Transcribe the data. Leave out nothing.

_ _ _

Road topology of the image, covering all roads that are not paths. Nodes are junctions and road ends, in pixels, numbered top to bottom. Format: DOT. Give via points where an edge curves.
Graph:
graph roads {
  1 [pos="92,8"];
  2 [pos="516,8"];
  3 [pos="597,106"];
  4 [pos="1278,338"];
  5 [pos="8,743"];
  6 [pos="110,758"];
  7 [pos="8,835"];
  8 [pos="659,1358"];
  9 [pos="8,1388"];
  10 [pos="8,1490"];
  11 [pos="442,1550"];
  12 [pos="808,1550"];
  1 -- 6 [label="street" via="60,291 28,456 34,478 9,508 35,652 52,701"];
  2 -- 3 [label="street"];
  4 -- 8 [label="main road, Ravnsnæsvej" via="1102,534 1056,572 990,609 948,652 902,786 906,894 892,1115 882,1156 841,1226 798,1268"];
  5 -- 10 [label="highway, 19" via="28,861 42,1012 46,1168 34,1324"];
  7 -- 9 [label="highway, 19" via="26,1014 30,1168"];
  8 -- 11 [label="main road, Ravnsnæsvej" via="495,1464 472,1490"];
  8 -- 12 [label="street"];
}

_ _ _

● **ANSWER SPACE**:
Road topology of the image, covering all roads that are not paths. Nodes are junctions and road ends, in pixels, numbered top to bottom. Format: DOT. Give via points where an edge curves.
Graph:
graph roads {
  1 [pos="92,8"];
  2 [pos="516,8"];
  3 [pos="597,106"];
  4 [pos="1278,338"];
  5 [pos="8,743"];
  6 [pos="110,758"];
  7 [pos="8,835"];
  8 [pos="659,1358"];
  9 [pos="8,1388"];
  10 [pos="8,1490"];
  11 [pos="442,1550"];
  12 [pos="808,1550"];
  1 -- 6 [label="street" via="60,291 28,456 34,478 9,508 35,652 52,701"];
  2 -- 3 [label="street"];
  4 -- 8 [label="main road, Ravnsnæsvej" via="1102,534 1056,572 990,609 948,652 902,786 906,894 892,1115 882,1156 841,1226 798,1268"];
  5 -- 10 [label="highway, 19" via="28,861 42,1012 46,1168 34,1324"];
  7 -- 9 [label="highway, 19" via="26,1014 30,1168"];
  8 -- 11 [label="main road, Ravnsnæsvej" via="495,1464 472,1490"];
  8 -- 12 [label="street"];
}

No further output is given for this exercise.